To do :: For the records that follow, give the number of lines containing the word "Fairway", with no added text.

BEGIN Data to examine

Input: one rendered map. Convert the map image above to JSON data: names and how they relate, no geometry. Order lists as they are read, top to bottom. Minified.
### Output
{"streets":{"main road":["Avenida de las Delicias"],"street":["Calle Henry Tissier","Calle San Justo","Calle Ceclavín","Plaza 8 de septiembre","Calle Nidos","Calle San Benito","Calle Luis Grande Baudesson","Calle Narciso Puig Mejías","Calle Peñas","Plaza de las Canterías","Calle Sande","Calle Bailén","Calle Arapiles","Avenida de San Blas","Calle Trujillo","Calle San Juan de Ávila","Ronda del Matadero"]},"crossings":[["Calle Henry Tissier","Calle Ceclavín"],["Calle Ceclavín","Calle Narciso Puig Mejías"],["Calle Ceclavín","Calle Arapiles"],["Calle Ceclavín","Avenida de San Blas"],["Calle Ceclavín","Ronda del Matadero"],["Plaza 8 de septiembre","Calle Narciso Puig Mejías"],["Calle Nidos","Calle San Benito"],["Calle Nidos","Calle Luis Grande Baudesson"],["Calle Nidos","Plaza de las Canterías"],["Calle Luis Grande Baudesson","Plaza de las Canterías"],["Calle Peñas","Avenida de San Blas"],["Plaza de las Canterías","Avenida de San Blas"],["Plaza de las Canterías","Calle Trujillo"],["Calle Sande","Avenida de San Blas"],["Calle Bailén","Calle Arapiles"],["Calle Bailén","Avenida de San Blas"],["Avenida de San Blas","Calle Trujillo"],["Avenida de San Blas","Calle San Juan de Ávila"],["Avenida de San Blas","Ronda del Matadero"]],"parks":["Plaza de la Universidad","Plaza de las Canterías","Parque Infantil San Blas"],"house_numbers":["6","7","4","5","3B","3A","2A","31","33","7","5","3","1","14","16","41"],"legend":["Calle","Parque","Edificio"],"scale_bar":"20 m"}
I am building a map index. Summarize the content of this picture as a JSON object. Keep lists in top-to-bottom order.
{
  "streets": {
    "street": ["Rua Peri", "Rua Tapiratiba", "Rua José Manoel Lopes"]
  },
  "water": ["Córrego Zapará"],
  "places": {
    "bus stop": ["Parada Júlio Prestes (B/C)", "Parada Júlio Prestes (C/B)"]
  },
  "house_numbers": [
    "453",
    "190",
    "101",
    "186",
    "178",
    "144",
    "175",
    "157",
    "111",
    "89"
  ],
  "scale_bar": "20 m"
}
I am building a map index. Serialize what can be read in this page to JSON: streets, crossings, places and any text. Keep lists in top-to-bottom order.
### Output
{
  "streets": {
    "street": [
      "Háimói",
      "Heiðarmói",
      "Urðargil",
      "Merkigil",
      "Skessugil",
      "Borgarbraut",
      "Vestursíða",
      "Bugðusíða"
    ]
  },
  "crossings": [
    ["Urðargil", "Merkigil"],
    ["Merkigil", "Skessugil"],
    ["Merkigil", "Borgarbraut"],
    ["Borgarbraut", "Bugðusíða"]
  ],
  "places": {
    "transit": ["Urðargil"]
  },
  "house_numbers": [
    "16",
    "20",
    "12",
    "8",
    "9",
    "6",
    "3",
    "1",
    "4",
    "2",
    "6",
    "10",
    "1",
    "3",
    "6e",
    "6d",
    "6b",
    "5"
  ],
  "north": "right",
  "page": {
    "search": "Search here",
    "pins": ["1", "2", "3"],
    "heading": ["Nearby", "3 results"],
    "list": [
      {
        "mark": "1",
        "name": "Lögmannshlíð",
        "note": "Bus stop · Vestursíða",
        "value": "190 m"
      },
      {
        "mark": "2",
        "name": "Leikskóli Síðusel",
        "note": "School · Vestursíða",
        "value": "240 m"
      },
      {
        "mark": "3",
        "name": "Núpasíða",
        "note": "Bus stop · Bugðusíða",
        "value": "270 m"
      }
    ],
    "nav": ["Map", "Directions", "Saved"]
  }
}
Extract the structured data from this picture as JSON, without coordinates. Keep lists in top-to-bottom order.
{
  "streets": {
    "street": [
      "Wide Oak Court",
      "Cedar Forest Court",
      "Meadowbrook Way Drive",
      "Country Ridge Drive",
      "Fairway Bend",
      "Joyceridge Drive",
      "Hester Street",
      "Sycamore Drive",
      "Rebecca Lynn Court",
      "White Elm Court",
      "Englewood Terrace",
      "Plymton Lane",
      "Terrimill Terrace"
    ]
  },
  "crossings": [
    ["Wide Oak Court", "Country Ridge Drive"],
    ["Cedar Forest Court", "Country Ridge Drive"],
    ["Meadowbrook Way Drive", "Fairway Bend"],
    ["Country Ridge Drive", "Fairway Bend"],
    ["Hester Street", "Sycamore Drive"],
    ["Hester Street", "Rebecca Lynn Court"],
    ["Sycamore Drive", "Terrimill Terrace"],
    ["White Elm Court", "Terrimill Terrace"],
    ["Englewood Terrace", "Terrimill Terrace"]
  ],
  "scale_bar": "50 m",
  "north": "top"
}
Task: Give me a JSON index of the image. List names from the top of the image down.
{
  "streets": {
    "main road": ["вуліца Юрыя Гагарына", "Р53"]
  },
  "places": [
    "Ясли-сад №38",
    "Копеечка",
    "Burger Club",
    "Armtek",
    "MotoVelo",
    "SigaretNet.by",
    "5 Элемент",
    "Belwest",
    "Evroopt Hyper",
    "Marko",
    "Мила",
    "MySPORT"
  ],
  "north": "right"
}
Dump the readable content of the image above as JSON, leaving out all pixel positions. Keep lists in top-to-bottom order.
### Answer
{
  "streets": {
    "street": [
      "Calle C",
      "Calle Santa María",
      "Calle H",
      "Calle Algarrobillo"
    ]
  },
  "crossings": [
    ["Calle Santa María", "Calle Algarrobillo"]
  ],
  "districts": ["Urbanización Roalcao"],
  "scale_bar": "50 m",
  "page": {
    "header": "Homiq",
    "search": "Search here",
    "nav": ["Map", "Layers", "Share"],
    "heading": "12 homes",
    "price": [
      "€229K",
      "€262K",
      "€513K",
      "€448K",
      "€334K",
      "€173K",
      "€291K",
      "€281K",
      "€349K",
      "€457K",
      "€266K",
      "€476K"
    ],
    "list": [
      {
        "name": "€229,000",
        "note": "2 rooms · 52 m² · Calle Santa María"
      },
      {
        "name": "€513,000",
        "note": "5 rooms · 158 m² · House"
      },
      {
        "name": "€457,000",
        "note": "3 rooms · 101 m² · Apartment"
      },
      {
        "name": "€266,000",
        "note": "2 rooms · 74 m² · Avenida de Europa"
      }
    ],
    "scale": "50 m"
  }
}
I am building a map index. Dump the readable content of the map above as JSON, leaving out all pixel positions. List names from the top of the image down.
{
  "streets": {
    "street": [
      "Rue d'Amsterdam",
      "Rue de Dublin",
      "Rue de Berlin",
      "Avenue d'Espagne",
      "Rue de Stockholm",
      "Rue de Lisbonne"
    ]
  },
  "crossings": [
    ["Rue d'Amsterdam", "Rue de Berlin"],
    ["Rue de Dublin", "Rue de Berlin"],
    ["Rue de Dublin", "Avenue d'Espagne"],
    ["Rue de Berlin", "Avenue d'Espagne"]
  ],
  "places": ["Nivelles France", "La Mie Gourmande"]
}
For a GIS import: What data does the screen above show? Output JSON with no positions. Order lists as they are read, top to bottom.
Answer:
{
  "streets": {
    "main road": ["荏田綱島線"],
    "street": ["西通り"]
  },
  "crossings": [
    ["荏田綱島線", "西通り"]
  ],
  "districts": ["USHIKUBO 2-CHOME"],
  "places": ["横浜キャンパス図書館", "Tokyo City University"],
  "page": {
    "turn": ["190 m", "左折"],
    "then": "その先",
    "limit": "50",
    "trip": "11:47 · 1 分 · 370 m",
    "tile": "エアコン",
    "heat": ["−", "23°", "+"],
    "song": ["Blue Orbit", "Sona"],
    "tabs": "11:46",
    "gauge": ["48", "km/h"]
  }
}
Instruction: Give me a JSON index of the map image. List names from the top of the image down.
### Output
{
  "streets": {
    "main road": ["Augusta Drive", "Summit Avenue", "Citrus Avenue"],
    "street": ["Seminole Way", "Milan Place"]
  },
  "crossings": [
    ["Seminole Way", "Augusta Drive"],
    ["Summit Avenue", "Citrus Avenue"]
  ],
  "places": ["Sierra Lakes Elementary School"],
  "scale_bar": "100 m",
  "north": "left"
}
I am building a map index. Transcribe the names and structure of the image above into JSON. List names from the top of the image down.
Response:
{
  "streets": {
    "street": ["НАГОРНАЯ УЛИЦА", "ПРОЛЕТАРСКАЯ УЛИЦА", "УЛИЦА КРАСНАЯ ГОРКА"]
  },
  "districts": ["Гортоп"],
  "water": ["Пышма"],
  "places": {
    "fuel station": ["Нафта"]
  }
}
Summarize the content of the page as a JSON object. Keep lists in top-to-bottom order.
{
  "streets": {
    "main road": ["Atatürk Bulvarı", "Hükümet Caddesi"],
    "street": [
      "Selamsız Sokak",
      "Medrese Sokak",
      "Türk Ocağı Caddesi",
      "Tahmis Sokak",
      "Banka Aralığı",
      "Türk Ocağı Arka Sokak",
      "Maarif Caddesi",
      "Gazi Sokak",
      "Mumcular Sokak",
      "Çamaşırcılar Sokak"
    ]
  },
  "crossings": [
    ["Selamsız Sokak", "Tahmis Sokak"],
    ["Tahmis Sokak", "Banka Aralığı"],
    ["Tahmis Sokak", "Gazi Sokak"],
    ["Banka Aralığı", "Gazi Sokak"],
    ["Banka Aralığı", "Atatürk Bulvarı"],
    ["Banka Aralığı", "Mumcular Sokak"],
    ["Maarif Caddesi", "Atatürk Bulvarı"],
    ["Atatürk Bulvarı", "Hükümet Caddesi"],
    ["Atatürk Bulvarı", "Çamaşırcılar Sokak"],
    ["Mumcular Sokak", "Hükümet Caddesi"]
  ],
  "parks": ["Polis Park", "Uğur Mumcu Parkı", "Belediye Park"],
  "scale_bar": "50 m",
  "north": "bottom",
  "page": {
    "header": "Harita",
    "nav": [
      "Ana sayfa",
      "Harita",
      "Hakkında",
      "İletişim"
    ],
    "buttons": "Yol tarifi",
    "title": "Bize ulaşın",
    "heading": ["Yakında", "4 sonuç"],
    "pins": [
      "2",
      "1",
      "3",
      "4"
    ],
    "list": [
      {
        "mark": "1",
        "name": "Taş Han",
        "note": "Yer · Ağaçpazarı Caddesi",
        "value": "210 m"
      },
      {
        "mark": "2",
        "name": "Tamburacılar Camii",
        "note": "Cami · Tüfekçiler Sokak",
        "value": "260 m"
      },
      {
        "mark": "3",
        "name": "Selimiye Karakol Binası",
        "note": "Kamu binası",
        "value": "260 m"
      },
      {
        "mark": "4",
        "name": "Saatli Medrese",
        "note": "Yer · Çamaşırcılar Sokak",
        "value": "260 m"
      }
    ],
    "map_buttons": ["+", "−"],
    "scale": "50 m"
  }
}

END Data to examine

Reply to the task :: 3